Rousseaux M, Cassim F, Bayle B, Laureau E
Service de Rééducation Neurologique, Hôpital Swynghedauw, Centre Hospitalier Universitaire, France.
Stroke. 1999 Oct;30(10):2223-9. doi: 10.1161/01.str.30.10.2223.
The aim of the study was to assess the consequences of severe spinothalamic tract lesions resulting from lateral medullary infarct and to show that a specific pain perception can be elicited by strong thermal stimulation.

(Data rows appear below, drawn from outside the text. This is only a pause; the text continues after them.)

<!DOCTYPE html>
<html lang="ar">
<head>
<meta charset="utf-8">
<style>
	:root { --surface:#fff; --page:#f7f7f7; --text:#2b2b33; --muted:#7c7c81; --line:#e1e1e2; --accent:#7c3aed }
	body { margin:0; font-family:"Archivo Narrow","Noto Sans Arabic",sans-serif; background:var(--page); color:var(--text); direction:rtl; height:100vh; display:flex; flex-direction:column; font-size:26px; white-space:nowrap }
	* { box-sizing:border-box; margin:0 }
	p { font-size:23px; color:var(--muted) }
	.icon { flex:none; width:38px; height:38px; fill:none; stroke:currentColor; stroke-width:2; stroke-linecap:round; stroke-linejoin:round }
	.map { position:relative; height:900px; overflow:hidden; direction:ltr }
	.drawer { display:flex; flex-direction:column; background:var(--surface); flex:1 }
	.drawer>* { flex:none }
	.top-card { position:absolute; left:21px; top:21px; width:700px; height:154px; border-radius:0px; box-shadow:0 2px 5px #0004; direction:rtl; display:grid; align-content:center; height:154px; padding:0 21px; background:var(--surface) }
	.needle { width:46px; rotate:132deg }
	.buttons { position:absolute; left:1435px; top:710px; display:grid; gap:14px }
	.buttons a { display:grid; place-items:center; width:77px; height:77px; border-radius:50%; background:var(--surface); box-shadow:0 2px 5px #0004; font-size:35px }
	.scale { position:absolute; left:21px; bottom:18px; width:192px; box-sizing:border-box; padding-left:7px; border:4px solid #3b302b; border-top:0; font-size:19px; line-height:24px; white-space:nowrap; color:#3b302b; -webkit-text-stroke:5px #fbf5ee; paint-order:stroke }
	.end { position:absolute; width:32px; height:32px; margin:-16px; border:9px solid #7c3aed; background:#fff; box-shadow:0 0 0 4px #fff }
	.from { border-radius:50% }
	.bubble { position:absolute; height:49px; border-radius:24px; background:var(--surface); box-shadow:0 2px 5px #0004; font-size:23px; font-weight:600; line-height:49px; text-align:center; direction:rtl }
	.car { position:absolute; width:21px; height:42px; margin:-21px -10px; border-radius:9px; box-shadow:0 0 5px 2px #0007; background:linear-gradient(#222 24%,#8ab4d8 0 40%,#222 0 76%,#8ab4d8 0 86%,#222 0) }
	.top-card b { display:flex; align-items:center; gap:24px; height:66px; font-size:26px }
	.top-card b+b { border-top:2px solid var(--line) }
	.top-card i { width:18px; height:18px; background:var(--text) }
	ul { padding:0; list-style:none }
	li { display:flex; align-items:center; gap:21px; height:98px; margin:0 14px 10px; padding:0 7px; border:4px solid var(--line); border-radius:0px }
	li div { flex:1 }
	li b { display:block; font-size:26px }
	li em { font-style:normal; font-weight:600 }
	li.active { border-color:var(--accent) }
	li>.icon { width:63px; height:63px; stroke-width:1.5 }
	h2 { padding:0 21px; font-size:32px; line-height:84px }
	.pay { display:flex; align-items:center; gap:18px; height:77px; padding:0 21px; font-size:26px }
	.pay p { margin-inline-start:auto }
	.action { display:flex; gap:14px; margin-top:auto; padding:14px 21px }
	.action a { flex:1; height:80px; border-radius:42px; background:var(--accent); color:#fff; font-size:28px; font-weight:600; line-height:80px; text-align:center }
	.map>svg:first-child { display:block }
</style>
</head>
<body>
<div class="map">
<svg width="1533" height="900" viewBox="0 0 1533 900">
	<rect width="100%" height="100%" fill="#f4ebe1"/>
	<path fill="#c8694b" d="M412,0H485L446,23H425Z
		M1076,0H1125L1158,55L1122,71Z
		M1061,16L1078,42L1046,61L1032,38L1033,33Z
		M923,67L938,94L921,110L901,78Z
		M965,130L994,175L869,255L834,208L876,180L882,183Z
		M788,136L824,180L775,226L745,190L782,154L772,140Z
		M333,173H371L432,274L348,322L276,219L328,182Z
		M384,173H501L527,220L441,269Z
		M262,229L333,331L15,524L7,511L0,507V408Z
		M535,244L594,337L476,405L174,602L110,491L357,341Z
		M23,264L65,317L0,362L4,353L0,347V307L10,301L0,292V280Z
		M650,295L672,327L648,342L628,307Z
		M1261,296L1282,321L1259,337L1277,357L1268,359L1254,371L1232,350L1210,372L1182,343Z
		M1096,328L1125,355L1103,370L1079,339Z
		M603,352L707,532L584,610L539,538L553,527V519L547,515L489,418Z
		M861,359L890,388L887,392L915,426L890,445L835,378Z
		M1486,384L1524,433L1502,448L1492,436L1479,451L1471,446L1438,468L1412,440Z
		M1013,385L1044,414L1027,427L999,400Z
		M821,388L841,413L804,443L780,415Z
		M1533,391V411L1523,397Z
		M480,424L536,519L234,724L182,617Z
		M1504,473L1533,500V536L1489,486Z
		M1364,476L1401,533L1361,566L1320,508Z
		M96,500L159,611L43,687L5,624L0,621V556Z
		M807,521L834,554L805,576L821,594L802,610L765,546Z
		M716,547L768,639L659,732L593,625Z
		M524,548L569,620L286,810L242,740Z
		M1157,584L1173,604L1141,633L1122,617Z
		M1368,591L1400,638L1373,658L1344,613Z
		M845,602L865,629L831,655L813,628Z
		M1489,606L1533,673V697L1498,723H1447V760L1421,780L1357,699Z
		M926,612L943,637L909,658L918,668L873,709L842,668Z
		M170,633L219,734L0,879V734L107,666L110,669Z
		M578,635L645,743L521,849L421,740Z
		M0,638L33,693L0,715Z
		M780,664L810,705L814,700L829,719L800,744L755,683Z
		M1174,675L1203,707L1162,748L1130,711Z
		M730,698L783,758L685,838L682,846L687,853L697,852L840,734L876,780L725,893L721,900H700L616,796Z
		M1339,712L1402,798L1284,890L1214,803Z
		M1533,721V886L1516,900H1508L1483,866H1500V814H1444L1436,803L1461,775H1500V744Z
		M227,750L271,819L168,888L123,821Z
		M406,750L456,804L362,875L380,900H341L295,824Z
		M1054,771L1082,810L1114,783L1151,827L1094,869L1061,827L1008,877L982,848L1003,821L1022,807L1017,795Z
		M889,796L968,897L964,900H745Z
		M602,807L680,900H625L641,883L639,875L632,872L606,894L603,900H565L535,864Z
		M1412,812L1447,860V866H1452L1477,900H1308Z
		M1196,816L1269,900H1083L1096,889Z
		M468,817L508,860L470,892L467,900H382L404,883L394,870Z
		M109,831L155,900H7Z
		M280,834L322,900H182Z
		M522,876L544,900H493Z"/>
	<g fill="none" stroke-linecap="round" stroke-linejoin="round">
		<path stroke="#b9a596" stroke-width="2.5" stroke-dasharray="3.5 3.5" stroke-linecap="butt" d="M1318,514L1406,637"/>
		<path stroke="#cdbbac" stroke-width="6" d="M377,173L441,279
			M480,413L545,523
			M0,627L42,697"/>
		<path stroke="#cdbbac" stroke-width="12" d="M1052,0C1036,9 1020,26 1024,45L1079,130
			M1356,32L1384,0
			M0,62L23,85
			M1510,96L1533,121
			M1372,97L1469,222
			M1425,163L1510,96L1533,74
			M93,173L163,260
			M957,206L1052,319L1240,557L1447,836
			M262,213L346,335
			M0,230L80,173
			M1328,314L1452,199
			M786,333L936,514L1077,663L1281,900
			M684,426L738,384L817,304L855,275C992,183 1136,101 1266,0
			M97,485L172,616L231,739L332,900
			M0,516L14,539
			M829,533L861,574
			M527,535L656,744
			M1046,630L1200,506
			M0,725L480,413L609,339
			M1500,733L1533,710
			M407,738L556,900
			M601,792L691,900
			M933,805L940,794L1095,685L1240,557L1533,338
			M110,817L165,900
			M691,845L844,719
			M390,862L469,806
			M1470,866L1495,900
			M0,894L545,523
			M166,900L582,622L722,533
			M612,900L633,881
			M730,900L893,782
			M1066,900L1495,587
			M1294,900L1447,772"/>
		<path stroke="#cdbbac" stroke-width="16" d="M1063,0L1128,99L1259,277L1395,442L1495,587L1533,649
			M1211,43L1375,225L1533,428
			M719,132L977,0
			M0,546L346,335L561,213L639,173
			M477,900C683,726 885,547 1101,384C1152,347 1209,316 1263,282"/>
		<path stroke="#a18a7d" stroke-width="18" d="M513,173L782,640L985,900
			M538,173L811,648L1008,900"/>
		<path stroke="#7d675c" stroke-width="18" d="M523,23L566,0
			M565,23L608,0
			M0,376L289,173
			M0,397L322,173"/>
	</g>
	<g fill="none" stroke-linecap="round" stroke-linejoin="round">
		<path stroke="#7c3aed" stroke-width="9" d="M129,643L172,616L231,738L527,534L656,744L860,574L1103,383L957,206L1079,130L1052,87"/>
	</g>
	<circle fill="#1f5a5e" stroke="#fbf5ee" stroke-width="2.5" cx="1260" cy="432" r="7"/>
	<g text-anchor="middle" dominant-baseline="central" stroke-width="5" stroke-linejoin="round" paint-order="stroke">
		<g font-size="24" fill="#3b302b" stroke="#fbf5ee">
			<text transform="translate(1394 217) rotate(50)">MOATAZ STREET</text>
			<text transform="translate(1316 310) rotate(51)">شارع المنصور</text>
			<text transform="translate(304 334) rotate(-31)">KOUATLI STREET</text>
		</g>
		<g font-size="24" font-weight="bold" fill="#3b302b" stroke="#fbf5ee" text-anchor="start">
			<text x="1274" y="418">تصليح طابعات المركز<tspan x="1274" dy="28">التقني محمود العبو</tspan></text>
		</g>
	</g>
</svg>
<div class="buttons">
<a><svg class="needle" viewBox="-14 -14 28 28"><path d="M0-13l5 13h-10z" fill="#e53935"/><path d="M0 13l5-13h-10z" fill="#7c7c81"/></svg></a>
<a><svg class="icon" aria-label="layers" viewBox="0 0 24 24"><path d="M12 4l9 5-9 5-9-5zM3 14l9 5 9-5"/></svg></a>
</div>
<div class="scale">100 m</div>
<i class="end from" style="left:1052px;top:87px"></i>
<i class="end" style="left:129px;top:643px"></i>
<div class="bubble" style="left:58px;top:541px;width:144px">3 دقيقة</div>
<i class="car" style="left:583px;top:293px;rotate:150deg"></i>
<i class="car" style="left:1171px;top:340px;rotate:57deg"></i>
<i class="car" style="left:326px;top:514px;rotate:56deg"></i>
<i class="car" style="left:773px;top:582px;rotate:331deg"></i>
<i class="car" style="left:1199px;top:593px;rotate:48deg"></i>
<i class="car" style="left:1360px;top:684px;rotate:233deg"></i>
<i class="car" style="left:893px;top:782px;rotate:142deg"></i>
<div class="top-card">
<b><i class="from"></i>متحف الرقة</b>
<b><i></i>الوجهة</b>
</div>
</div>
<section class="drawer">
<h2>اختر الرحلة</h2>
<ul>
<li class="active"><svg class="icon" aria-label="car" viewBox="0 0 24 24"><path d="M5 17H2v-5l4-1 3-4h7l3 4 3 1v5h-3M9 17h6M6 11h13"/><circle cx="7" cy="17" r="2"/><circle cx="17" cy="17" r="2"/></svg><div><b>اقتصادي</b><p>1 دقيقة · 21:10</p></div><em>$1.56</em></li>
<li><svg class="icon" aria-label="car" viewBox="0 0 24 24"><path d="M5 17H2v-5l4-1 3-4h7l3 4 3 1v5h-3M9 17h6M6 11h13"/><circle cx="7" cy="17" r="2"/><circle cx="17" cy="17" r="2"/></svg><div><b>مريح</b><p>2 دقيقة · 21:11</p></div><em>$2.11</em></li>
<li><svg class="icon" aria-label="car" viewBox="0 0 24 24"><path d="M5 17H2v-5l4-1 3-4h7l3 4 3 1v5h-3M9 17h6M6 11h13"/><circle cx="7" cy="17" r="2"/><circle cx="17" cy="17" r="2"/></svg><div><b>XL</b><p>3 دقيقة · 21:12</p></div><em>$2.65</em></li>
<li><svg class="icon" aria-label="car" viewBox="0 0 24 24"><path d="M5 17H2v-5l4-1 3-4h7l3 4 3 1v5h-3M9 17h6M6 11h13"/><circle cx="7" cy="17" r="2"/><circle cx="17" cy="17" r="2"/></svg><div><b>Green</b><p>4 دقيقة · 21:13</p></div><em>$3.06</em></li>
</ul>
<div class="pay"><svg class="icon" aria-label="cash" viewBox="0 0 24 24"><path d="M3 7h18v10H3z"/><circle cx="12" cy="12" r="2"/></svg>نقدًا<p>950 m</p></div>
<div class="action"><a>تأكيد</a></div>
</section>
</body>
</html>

Both patients examined presented with severe thermoalgic dissociation of the limbs contralateral to the lesion, with normal discriminative somatosensory perception and motor strength. They reported pain perception when touching very warm (>50 degrees C to 60 degrees C) objects and a brisk, occasionally uncontrolled withdrawal reaction of the arm and hand under the same conditions, without any perception of the heat nature of the stimulus. Warm stimulation, <45 degrees C, elicited no thermal perception or discrimination. Pain perception could be elicited in both patients by increasing the temperature, with a reproducible threshold of 47 degrees C to 49 degrees C. Pain always occurred after a prolonged delay of 8 to 10 seconds in response to threshold heat, and was described as deep and osseous, and clearly different from that perceived on the nonaffected side. The delay was much shorter when the temperature was increased by 4 degrees C to 5 degrees C. Cold stimulation elicited similar pain perception in one patient. Analysis of subjective perception of laser stimulation showed a much higher pain threshold on the affected hand. There were no laser-evoked potentials on this side, which suggested major spinothalamic injury. Assessment of the RIII noxious reflex revealed persistent response withdrawal reactions, with an increased threshold on the affected side, and partial consciousness of the noxious nature of the stimulus.
To our knowledge, this is the first description of the appearance of pain perception of high temperatures in patients with severe spinothalamic injury who are suffering from a complete loss of temperature perception. This implies that noxious thermal stimulation can still be perceived via extra spinothalamic pathways (which are slow and multisynaptic), such as the spinoreticulothalamic tract. Patients with Wallenberg syndrome should be informed and made aware of their residual perception of and reactions to noxious stimulation.
本研究旨在评估外侧延髓梗死导致的严重脊髓丘脑束损伤的后果,并证明强烈的热刺激可引发特定的疼痛感知。
两名接受检查的患者均表现出病变对侧肢体严重的温度性疼痛分离,具有正常的辨别性躯体感觉和运动力量。他们报告在触摸非常热(>50摄氏度至60摄氏度)的物体时会有疼痛感知,并且在相同条件下手臂和手部会出现快速、偶尔不受控制的退缩反应,但对刺激的热性质没有任何感知。低于45摄氏度的温热刺激不会引发热感知或辨别。通过升高温度,两名患者均可引发疼痛感知,可重复的阈值为47摄氏度至49摄氏度。对阈值热刺激的反应,疼痛总是在8至10秒的长时间延迟后出现,且被描述为深部和骨性疼痛,明显不同于未受影响侧所感知到的疼痛。当温度升高4摄氏度至5摄氏度时,延迟要短得多。冷刺激在一名患者中引发了类似的疼痛感知。对激光刺激主观感知的分析显示,患侧手部的疼痛阈值要高得多。该侧没有激光诱发电位,这表明脊髓丘脑束受到严重损伤。对RIII有害反射的评估显示存在持续的反应性退缩反应,患侧阈值升高,且对刺激的有害性质有部分意识。
据我们所知,这是首次描述患有严重脊髓丘脑损伤且完全丧失温度感知的患者出现高温疼痛感知的情况。这意味着有害的热刺激仍可通过脊髓丘脑外通路(缓慢且多突触),如脊髓网状丘脑束被感知。应告知患有瓦伦贝格综合征的患者,并使其意识到他们对有害刺激的残留感知和反应。